New York State Chief Information Officer Michael R. Mittleman today announced recommendations that would bolster New York State government's current and future information technology (IT) workforce. Based on a comprehensive survey of the state's IT workforce, recommendations were made to improve training, enhance recruitment and retention strategies, and strengthen agency and enterprise IT planning. More than 2,800 state IT professionals participated in the survey conducted by the Center for Technology in Government.
Dr. Michael Mittlemanphoto by Wayne Hanson
"New York's dedicated and expert IT workforce is second to none," said Mittleman. "We rely on their ability daily to deliver, through technology, the most critical and even the most basic services to state agencies and the citizens they serve. The recommendations are designed to ensure the state can continue to recruit and retain workers and provide training necessary to maintain high-level skills and keep pace with modern technologies."
Information technology is central to nearly all core business functions and to the overall operation of New York State agencies, said the state in a release. Maximizing New York's benefits from technology requires not only investment in hardware and software, but equal emphasis on ensuring that our workforce has the skills to leverage technology effectively and creatively in support of the state's business objectives.
The New York State CIO Council has made the following recommendations based on the survey results:
- Align IT training with the state IT architecture and agency missions.
- Centralize the IT training curriculum within the Technology Academy and appoint an Advisory Board to direct the program.
- Target enhanced training investments to address identified IT skills gaps.
- Encourage IT employees and managers to assume more responsibility for employee development.
- Identify training strategies and partnerships that ensure cost-effective means for developing IT skills.
- Adopt methodologies to ensure the training investment effectively impacts job performance.
- Consider methods to better compensate IT employees for improvement of key proficiencies.
- Analyze the study results when planning IT examinations and IT title changes.
- Explore the use of the retiree population to help address attrition and loss of IT skills.
The survey, sponsored by the New York State Chief Information Officer, the Governor's Office of Employee Relations and endorsed by the Pubic Employees Federation and Civil Service Employees Association, was conducted by the CIO Council Human Resources Committee and was administered by the Center for Technology in Government (CTG).
CTG summarized its findings in a companion document, "New York State Information Technology Workforce Skills Assessment: Statewide Survey Results
." The report provides New York with quality information to meet the training and development needs of its IT professionals better and to identify future needs for IT skills.
Sharon Dawes, Director of CTG and lead author of the report said, "This report is the result of an extraordinary partnership among state government leaders and executives, employee unions, university researchers, and the state's information technology professionals. It is a first-of-its-kind assessment of the skills New York has in its public service today and the ones it will need in the near future. The results will help New York make sound future investments that will enhance the competence of the state workforce in ways that benefit all New Yorkers."

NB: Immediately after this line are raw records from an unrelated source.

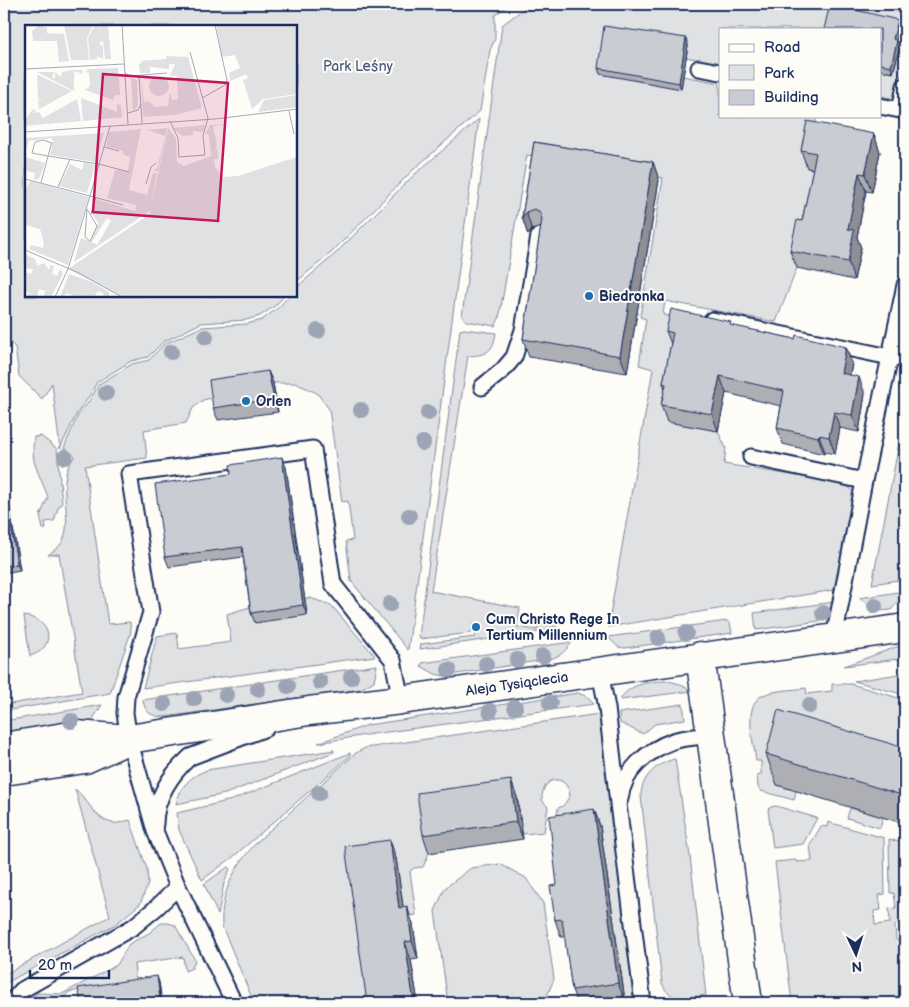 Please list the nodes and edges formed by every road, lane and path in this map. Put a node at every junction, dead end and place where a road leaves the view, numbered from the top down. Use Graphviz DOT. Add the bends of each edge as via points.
graph roads {
  1 [pos="699,68"];
  2 [pos="719,72"];
  3 [pos="905,86"];
  4 [pos="882,106"];
  5 [pos="903,111"];
  6 [pos="539,236"];
  7 [pos="905,285"];
  8 [pos="700,317"];
  9 [pos="898,358"];
  10 [pos="482,387"];
  11 [pos="751,457"];
  12 [pos="864,481"];
  13 [pos="905,628"];
  14 [pos="834,638"];
  15 [pos="700,656"];
  16 [pos="600,672"];
  17 [pos="401,700"];
  18 [pos="309,711"];
  19 [pos="712,735"];
  20 [pos="129,739"];
  21 [pos="4,747"];
  22 [pos="4,771"];
  23 [pos="618,812"];
  24 [pos="155,831"];
  25 [pos="178,887"];
  26 [pos="10,1003"];
  27 [pos="234,1003"];
  28 [pos="643,1003"];
  29 [pos="748,1003"];
  1 -- 2 [label="lane"];
  3 -- 5 [label="lane"];
  4 -- 5 [label="lane"];
  6 -- 10 [label="lane" via="523,330 514,357"];
  7 -- 9 [label="lane"];
  8 -- 9 [label="lane"];
  9 -- 12 [label="lane"];
  11 -- 12 [label="lane"];
  12 -- 14 [label="lane"];
  13 -- 14 [label="street, Aleja Tysiąclecia"];
  14 -- 15 [label="street, Aleja Tysiąclecia"];
  15 -- 16 [label="street, Aleja Tysiąclecia"];
  15 -- 19 [label="street"];
  16 -- 17 [label="street, Aleja Tysiąclecia"];
  16 -- 23 [label="lane"];
  17 -- 18 [label="street, Aleja Tysiąclecia"];
  17 -- 20 [label="lane" via="393,660 333,584 313,449 129,474 151,612 126,697"];
  18 -- 20 [label="street, Aleja Tysiąclecia"];
  18 -- 24 [label="lane" via="190,757 163,791 156,812"];
  19 -- 23 [label="lane" via="674,741 638,762 627,778"];
  19 -- 29 [label="street"];
  20 -- 21 [label="street, Aleja Tysiąclecia" via="76,736"];
  20 -- 22 [label="street, Aleja Tysiąclecia" via="85,759"];
  20 -- 24 [label="lane"];
  23 -- 28 [label="lane"];
  24 -- 25 [label="lane"];
  25 -- 26 [label="lane" via="133,927 22,990"];
  25 -- 27 [label="lane"];
} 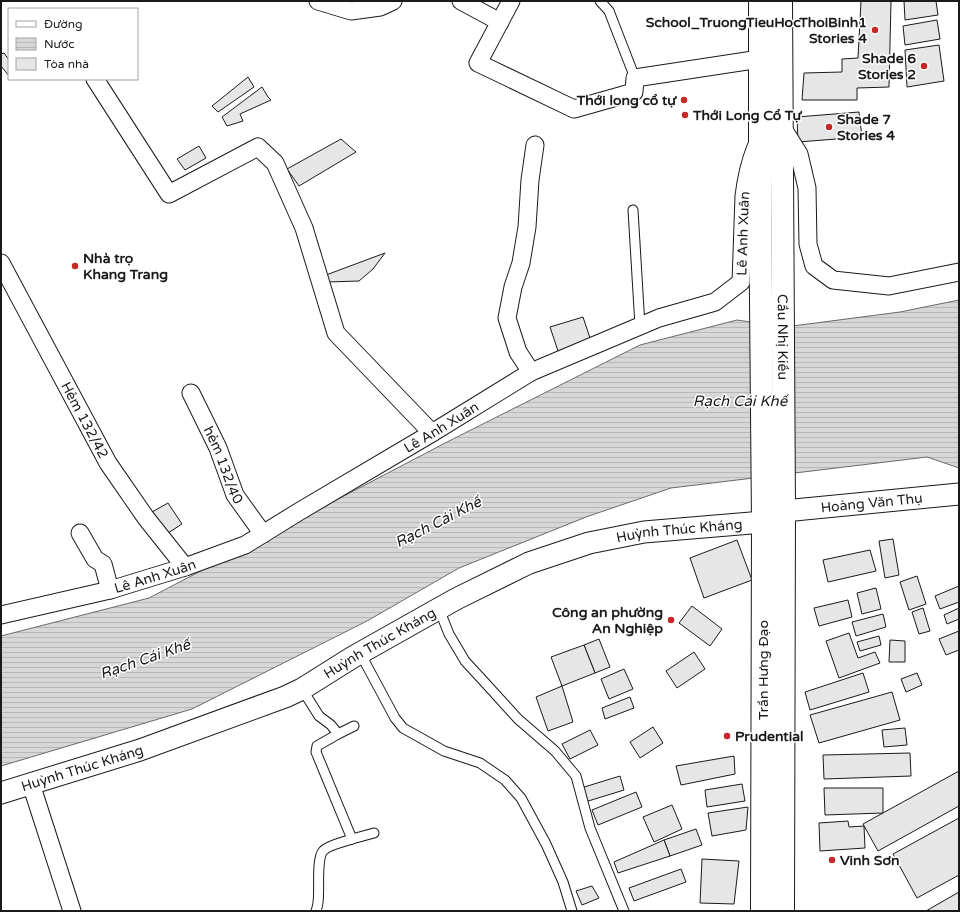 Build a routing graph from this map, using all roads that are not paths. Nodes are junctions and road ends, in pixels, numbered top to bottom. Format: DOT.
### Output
graph roads {
  1 [pos="318,1"];
  2 [pos="393,1"];
  3 [pos="461,1"];
  4 [pos="511,1"];
  5 [pos="600,1"];
  6 [pos="760,1"];
  7 [pos="781,1"];
  8 [pos="500,22"];
  9 [pos="760,60"];
  10 [pos="635,78"];
  11 [pos="96,80"];
  12 [pos="782,127"];
  13 [pos="760,137"];
  14 [pos="535,145"];
  15 [pos="633,210"];
  16 [pos="1,263"];
  17 [pos="959,272"];
  18 [pos="640,326"];
  19 [pos="530,372"];
  20 [pos="191,393"];
  21 [pos="432,432"];
  22 [pos="959,494"];
  23 [pos="763,500"];
  24 [pos="784,511"];
  25 [pos="763,522"];
  26 [pos="80,533"];
  27 [pos="263,534"];
  28 [pos="185,567"];
  29 [pos="110,590"];
  30 [pos="438,609"];
  31 [pos="1,615"];
  32 [pos="360,653"];
  33 [pos="302,689"];
  34 [pos="354,726"];
  35 [pos="338,734"];
  36 [pos="31,784"];
  37 [pos="1,793"];
  38 [pos="374,833"];
  39 [pos="352,839"];
  40 [pos="72,911"];
  41 [pos="316,911"];
  42 [pos="572,911"];
  43 [pos="624,911"];
  44 [pos="762,911"];
  45 [pos="784,911"];
  1 -- 2 [label="street"];
  3 -- 8 [label="street"];
  4 -- 8 [label="street"];
  5 -- 10 [label="lane"];
  6 -- 9 [label="highway, Cầu Nhị Kiều"];
  7 -- 12 [label="highway, Cầu Nhị Kiều"];
  8 -- 10 [label="street"];
  9 -- 10 [label="street"];
  9 -- 13 [label="highway, Cầu Nhị Kiều"];
  11 -- 21 [label="street"];
  12 -- 17 [label="street"];
  12 -- 24 [label="highway, Cầu Nhị Kiều"];
  13 -- 18 [label="street, Lê Anh Xuân"];
  13 -- 23 [label="highway, Cầu Nhị Kiều"];
  14 -- 19 [label="street"];
  15 -- 18 [label="lane"];
  16 -- 28 [label="street, Hẻm 132/42"];
  18 -- 19 [label="street, Lê Anh Xuân"];
  19 -- 21 [label="street, Lê Anh Xuân"];
  20 -- 27 [label="street, hẻm 132/40"];
  21 -- 27 [label="street, Lê Anh Xuân"];
  22 -- 24 [label="street, Hoàng Văn Thụ"];
  23 -- 25 [label="highway, Trần Hưng Đạo"];
  24 -- 45 [label="highway, Trần Hưng Đạo"];
  25 -- 30 [label="street, Huỳnh Thúc Kháng"];
  25 -- 44 [label="highway, Trần Hưng Đạo"];
  26 -- 29 [label="street"];
  27 -- 28 [label="street, Lê Anh Xuân"];
  28 -- 29 [label="street, Lê Anh Xuân"];
  29 -- 31 [label="street, Lê Anh Xuân"];
  30 -- 32 [label="street, Huỳnh Thúc Kháng"];
  30 -- 43 [label="lane"];
  32 -- 33 [label="street, Huỳnh Thúc Kháng"];
  32 -- 42 [label="lane"];
  33 -- 35 [label="lane"];
  33 -- 36 [label="street, Huỳnh Thúc Kháng"];
  34 -- 35 [label="lane"];
  35 -- 39 [label="lane"];
  36 -- 37 [label="street, Huỳnh Thúc Kháng"];
  36 -- 40 [label="street"];
  38 -- 39 [label="lane"];
  39 -- 41 [label="lane"];
}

The employee survey population included 4,882 IT professionals employed in 54 state agencies, authorities and boards with approximately 58 percent participation. The online surveys addressed 126 skills ranging from programming and security to system design and development, to IT management and general management skills. State employees also answered questions about their preferences for training methods and supplied comments and additional information in an open-ended question. The CIO survey gathered three-year forecasts about the future need for the same 126 skills.
Some findings outlined in the report include:
- The IT workforce has strong and pervasive management skills, and strong proficiency in fundamental IT topics.
- The most important needs for training fall into the competency areas of web computing, infrastructure, and management and use of information as an asset.
- IT employees are well-educated and very experienced in state government and in the missions of agencies.
- The workforce is stable and highly motivated for training in both traditional and new areas.
- The retirement picture is mixed and non-managerial IT professionals indicate they may retire in only modest numbers in the near future, but a growing wave of impending retirements -- especially after 2009 and among management staff -- is a concern.